- What this task involves: In your copy, repeat each record exactly and include no pictures.

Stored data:
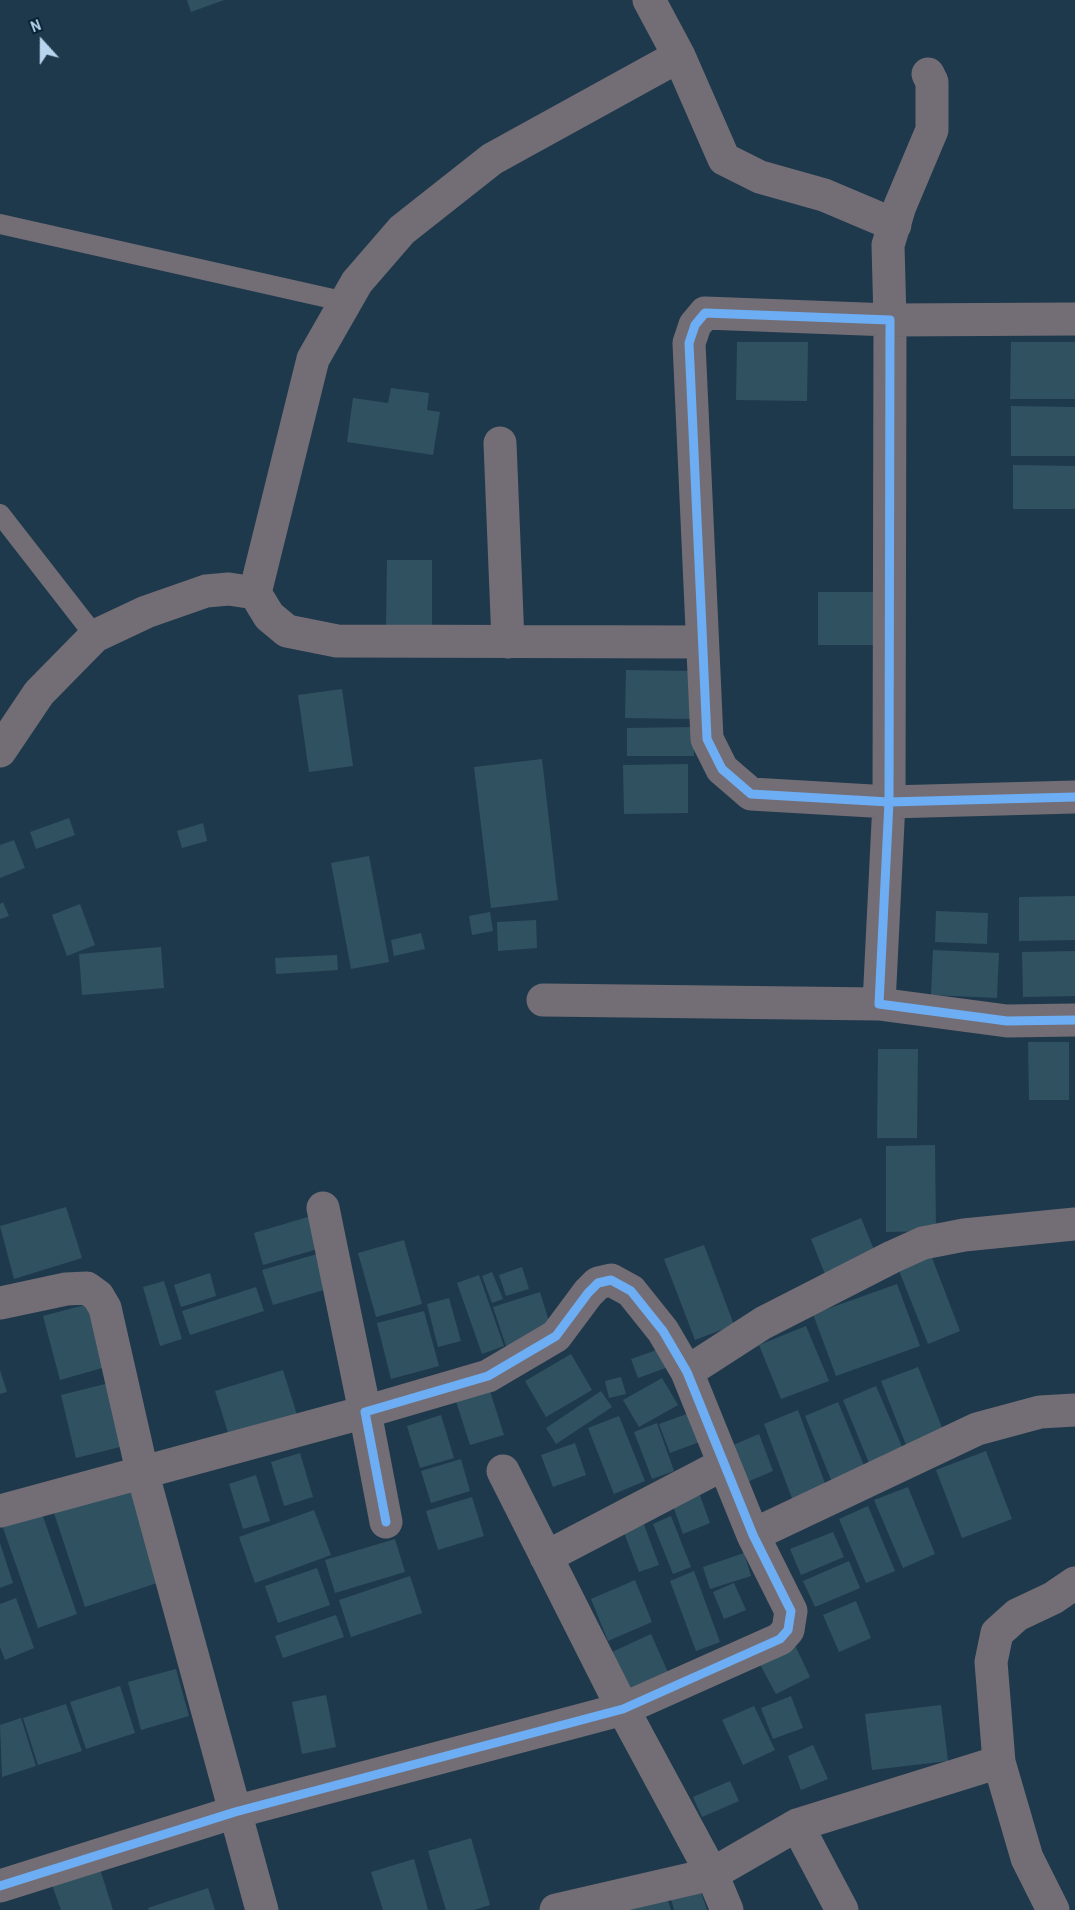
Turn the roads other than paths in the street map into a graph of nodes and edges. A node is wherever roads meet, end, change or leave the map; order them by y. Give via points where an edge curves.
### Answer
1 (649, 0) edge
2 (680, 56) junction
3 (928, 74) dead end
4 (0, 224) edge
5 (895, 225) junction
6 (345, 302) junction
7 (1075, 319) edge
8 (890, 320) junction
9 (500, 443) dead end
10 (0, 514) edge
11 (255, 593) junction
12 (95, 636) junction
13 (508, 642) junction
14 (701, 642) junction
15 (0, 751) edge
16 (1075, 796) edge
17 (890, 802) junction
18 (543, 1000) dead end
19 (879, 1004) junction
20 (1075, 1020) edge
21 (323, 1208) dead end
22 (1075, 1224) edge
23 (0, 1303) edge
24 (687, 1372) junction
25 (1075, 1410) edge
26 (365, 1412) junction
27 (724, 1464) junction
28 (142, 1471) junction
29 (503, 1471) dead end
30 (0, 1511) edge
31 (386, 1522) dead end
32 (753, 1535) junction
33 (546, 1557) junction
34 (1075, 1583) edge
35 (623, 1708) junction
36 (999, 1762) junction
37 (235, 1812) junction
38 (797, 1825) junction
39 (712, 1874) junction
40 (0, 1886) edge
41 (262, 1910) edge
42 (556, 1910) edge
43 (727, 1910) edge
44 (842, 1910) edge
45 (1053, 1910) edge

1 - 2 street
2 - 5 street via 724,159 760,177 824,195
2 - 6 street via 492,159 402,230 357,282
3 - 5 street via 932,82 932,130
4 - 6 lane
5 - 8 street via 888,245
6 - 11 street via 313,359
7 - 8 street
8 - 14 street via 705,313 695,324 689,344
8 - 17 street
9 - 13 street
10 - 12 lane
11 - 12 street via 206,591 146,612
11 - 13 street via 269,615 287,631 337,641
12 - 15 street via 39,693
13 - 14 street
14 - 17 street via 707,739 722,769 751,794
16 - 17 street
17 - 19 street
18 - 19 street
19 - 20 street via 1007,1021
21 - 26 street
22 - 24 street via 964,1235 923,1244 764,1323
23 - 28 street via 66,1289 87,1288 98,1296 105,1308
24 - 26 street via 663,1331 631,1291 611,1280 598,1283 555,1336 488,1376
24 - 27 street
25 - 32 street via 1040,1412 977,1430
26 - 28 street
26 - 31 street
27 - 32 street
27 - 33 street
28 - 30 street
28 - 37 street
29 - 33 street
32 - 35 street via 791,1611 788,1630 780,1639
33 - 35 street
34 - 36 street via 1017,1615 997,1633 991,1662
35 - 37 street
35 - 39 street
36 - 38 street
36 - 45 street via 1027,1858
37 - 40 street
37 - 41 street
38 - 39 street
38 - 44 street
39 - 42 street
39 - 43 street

- Exercise result:
Turn the roads other than paths in the street map into a graph of nodes and edges. A node is wherever roads meet, end, change or leave the map; order them by y. Give via points where an edge curves.
### Answer
1 (649, 0) edge
2 (680, 56) junction
3 (928, 74) dead end
4 (0, 224) edge
5 (895, 225) junction
6 (345, 302) junction
7 (1075, 319) edge
8 (890, 320) junction
9 (500, 443) dead end
10 (0, 514) edge
11 (255, 593) junction
12 (95, 636) junction
13 (508, 642) junction
14 (701, 642) junction
15 (0, 751) edge
16 (1075, 796) edge
17 (890, 802) junction
18 (543, 1000) dead end
19 (879, 1004) junction
20 (1075, 1020) edge
21 (323, 1208) dead end
22 (1075, 1224) edge
23 (0, 1303) edge
24 (687, 1372) junction
25 (1075, 1410) edge
26 (365, 1412) junction
27 (724, 1464) junction
28 (142, 1471) junction
29 (503, 1471) dead end
30 (0, 1511) edge
31 (386, 1522) dead end
32 (753, 1535) junction
33 (546, 1557) junction
34 (1075, 1583) edge
35 (623, 1708) junction
36 (999, 1762) junction
37 (235, 1812) junction
38 (797, 1825) junction
39 (712, 1874) junction
40 (0, 1886) edge
41 (262, 1910) edge
42 (556, 1910) edge
43 (727, 1910) edge
44 (842, 1910) edge
45 (1053, 1910) edge

1 - 2 street
2 - 5 street via 724,159 760,177 824,195
2 - 6 street via 492,159 402,230 357,282
3 - 5 street via 932,82 932,130
4 - 6 lane
5 - 8 street via 888,245
6 - 11 street via 313,359
7 - 8 street
8 - 14 street via 705,313 695,324 689,344
8 - 17 street
9 - 13 street
10 - 12 lane
11 - 12 street via 206,591 146,612
11 - 13 street via 269,615 287,631 337,641
12 - 15 street via 39,693
13 - 14 street
14 - 17 street via 707,739 722,769 751,794
16 - 17 street
17 - 19 street
18 - 19 street
19 - 20 street via 1007,1021
21 - 26 street
22 - 24 street via 964,1235 923,1244 764,1323
23 - 28 street via 66,1289 87,1288 98,1296 105,1308
24 - 26 street via 663,1331 631,1291 611,1280 598,1283 555,1336 488,1376
24 - 27 street
25 - 32 street via 1040,1412 977,1430
26 - 28 street
26 - 31 street
27 - 32 street
27 - 33 street
28 - 30 street
28 - 37 street
29 - 33 street
32 - 35 street via 791,1611 788,1630 780,1639
33 - 35 street
34 - 36 street via 1017,1615 997,1633 991,1662
35 - 37 street
35 - 39 street
36 - 38 street
36 - 45 street via 1027,1858
37 - 40 street
37 - 41 street
38 - 39 street
38 - 44 street
39 - 42 street
39 - 43 street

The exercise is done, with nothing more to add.